Display session, Monday, January 13
Metropolitan Ballroom,

[12.01] Calibration of Post-AGB A and F Supergiants as Standard Candles

L. K. Fullton, H. E. Bond, A. Saha (STScI), R. A. Saffer (Villanova Univ.\)

Low-mass stars leaving the asymptotic giant branch (AGB) and passing through spectral types F and A should make excellent Population II standard candles. Theoretically, they should have a very narrow luminosity function: the upper limit is set by the much shorter lifetimes of the more luminous post-AGB (PAGB) stars, and the lower limit corresponds to the turnoff mass of the oldest progenitors. Moreover, PAGB A-F stars are readily recognized because of their enormous Balmer jumps. They should be found in the halos of spiral galaxies where internal absorption is minimized and also in elliptical galaxies.

As part of an ongoing project to calibrate PAGB stars as standard candles, we are searching for them in old populations of Local Group galaxies. We employ a hybrid CCD photometric system that combines the Gunn u filter with Johnson-Kron-Cousins BVI. We have used Kurucz/Hubeny model atmospheres and stellar emergent spectra along with filter transmission functions and instrument sensitivity curves to generate synthetic photometric indices that can be parameterized in terms of stellar \logg and T_eff.

In the halo of M31, we have used the KPNO 4-m telescope to find PAGB stars in the numbers expected from theoretical evolutionary lifetimes, with a scatter in absolute magnitude of only \sigma=0.3 mag. We have also observed several other Local Group galaxies, including the Magellanic Clouds, NGC 185, NGC 205, NGC 6822, and IC 1613.
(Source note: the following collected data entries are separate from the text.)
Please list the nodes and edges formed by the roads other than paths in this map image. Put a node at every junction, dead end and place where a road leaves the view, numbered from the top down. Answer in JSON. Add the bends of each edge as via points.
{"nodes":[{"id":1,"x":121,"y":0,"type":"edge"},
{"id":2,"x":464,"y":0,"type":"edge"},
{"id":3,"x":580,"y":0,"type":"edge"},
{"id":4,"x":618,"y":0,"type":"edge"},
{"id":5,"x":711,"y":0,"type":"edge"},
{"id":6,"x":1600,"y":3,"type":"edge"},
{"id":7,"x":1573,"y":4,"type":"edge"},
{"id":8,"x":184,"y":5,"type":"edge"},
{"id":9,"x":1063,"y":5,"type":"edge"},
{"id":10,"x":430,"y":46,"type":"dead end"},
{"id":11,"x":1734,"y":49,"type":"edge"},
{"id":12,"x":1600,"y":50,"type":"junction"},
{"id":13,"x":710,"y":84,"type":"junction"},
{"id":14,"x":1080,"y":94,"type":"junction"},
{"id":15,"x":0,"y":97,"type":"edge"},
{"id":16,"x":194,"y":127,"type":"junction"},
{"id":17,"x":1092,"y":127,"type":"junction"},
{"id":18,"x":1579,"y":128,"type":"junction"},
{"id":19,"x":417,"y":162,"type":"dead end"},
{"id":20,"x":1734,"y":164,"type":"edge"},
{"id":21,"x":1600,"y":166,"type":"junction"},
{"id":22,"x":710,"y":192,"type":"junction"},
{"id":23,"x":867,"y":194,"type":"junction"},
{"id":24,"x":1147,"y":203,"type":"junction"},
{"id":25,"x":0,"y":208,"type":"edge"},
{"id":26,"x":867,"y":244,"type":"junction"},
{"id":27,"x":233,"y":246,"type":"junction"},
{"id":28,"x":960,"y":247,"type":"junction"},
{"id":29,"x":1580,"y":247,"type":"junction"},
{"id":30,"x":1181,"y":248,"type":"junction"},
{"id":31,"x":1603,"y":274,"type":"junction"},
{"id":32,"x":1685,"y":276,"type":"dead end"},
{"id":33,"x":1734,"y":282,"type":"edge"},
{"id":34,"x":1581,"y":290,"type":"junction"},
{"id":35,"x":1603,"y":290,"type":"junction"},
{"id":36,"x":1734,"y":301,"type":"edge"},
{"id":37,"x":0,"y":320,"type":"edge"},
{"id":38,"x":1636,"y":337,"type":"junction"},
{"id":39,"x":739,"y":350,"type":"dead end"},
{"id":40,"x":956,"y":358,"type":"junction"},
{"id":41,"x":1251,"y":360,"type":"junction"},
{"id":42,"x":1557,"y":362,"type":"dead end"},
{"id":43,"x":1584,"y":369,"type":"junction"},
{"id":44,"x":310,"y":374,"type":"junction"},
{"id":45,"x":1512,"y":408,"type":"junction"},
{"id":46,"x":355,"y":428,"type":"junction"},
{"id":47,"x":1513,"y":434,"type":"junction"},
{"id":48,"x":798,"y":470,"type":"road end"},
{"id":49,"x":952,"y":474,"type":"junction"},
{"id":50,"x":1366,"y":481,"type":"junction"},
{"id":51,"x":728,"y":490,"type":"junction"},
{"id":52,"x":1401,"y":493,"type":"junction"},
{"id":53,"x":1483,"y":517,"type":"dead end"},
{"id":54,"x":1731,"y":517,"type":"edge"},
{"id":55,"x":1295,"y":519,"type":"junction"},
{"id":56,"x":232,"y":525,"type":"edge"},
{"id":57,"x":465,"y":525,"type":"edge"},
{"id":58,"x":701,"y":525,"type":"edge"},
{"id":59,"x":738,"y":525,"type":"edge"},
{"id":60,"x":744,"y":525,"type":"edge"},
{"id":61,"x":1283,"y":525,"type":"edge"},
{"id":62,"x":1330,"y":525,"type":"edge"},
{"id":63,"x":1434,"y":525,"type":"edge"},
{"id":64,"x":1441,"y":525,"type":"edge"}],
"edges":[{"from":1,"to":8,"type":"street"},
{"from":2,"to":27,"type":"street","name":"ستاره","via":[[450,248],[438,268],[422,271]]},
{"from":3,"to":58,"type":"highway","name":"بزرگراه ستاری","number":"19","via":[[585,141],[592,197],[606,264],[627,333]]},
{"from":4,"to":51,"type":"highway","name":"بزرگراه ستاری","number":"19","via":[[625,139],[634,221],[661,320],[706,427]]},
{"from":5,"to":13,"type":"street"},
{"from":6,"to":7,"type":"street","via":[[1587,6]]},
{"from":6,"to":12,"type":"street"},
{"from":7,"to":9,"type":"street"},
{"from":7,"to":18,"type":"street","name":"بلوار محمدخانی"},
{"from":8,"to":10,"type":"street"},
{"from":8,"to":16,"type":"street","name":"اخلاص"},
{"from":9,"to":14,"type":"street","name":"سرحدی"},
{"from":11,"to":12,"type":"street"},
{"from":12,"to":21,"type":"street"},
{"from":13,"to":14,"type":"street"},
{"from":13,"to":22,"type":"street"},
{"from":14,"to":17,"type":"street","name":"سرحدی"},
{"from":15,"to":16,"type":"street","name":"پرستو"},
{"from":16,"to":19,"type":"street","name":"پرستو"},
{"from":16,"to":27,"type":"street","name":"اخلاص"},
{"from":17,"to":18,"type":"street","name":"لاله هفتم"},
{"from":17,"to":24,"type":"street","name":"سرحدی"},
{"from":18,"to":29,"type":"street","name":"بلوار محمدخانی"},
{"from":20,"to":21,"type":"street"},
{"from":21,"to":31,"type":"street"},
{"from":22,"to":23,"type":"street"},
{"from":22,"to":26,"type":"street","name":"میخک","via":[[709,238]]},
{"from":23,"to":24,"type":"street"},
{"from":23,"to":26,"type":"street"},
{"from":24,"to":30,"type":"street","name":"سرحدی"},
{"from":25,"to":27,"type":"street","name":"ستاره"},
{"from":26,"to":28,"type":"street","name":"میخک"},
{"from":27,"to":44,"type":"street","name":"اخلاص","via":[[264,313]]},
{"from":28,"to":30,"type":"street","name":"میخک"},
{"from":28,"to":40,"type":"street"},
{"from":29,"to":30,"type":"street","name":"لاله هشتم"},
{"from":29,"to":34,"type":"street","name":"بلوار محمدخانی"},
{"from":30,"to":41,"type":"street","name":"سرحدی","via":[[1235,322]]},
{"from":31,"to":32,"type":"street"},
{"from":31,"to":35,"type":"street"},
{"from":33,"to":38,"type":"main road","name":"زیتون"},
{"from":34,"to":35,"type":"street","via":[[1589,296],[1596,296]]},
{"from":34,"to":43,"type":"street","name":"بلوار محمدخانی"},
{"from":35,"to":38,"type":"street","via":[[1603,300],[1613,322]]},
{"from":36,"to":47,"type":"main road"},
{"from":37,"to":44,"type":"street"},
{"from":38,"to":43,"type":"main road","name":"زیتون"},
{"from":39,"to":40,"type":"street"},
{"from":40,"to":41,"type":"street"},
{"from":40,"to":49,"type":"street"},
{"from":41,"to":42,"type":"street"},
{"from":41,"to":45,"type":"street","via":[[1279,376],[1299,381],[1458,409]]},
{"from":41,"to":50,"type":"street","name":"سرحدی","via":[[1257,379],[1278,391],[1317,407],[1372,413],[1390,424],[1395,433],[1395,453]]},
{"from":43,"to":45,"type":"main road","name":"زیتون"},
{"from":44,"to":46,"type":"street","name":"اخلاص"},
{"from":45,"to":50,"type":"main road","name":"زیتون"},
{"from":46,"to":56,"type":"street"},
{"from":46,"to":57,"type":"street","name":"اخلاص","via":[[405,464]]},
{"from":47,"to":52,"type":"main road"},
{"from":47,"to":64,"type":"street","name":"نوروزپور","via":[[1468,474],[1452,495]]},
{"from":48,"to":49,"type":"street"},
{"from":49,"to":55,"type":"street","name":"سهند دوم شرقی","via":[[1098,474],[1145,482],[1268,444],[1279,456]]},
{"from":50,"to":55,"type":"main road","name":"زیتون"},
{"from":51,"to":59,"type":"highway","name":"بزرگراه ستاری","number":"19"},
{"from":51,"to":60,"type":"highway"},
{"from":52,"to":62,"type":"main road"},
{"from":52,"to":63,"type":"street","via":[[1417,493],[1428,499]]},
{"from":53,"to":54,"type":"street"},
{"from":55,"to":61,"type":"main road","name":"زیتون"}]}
A handful of A-F PAGB supergiants are members of Galactic globular clusters, and as predicted, these show a very small scatter around absolute magnitude M_V = -3.4. We have begun a systematic uBVI survey of the entire Galactic globular cluster system to look for additional PAGB member stars for use in a fundamental calibration that can be tied directly to distances from subdwarf parallaxes.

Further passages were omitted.